Every line below needs to be printed again exactly, without any of its pictures.

Dataset entries:
------------------------------------------------------------------------

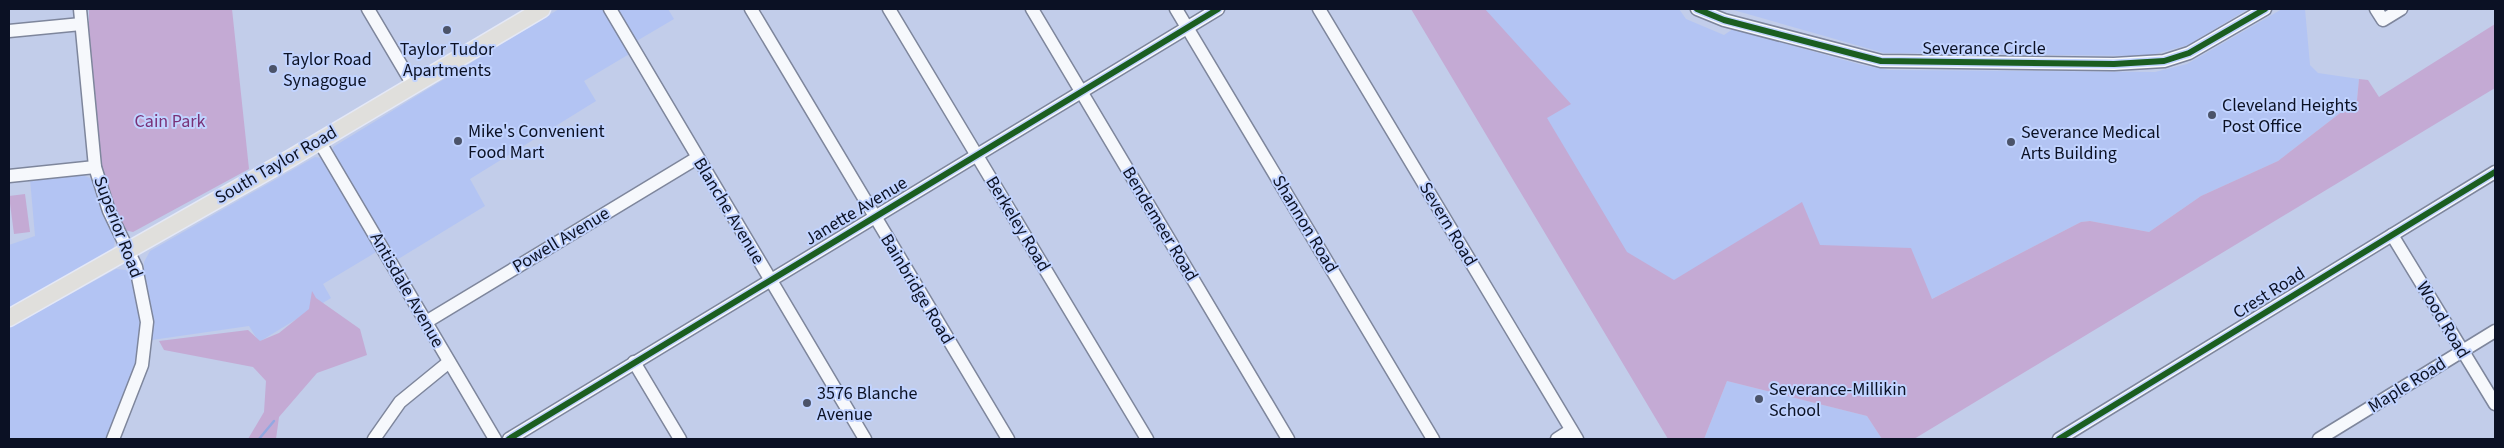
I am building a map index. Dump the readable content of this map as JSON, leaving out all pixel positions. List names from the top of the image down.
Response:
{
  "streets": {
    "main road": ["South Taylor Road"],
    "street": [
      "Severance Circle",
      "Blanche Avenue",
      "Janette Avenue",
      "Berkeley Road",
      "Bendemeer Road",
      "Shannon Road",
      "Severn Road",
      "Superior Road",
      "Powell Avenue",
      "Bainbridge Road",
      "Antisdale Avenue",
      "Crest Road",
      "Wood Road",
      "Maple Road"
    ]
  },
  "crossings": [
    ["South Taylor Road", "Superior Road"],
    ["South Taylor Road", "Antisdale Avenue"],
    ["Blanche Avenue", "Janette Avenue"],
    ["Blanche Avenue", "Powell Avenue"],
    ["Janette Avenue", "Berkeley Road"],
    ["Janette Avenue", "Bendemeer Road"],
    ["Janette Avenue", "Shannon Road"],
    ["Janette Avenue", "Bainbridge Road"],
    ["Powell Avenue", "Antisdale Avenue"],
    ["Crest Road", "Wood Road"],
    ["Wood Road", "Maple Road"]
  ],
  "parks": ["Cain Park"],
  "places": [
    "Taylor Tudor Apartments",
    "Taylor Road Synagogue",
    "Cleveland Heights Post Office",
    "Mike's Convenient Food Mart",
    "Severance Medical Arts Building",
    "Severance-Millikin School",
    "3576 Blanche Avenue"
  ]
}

------------------------------------------------------------------------

Result for this task:
I am building a map index. Dump the readable content of this map as JSON, leaving out all pixel positions. List names from the top of the image down.
Response:
{
  "streets": {
    "main road": ["South Taylor Road"],
    "street": [
      "Severance Circle",
      "Blanche Avenue",
      "Janette Avenue",
      "Berkeley Road",
      "Bendemeer Road",
      "Shannon Road",
      "Severn Road",
      "Superior Road",
      "Powell Avenue",
      "Bainbridge Road",
      "Antisdale Avenue",
      "Crest Road",
      "Wood Road",
      "Maple Road"
    ]
  },
  "crossings": [
    ["South Taylor Road", "Superior Road"],
    ["South Taylor Road", "Antisdale Avenue"],
    ["Blanche Avenue", "Janette Avenue"],
    ["Blanche Avenue", "Powell Avenue"],
    ["Janette Avenue", "Berkeley Road"],
    ["Janette Avenue", "Bendemeer Road"],
    ["Janette Avenue", "Shannon Road"],
    ["Janette Avenue", "Bainbridge Road"],
    ["Powell Avenue", "Antisdale Avenue"],
    ["Crest Road", "Wood Road"],
    ["Wood Road", "Maple Road"]
  ],
  "parks": ["Cain Park"],
  "places": [
    "Taylor Tudor Apartments",
    "Taylor Road Synagogue",
    "Cleveland Heights Post Office",
    "Mike's Convenient Food Mart",
    "Severance Medical Arts Building",
    "Severance-Millikin School",
    "3576 Blanche Avenue"
  ]
}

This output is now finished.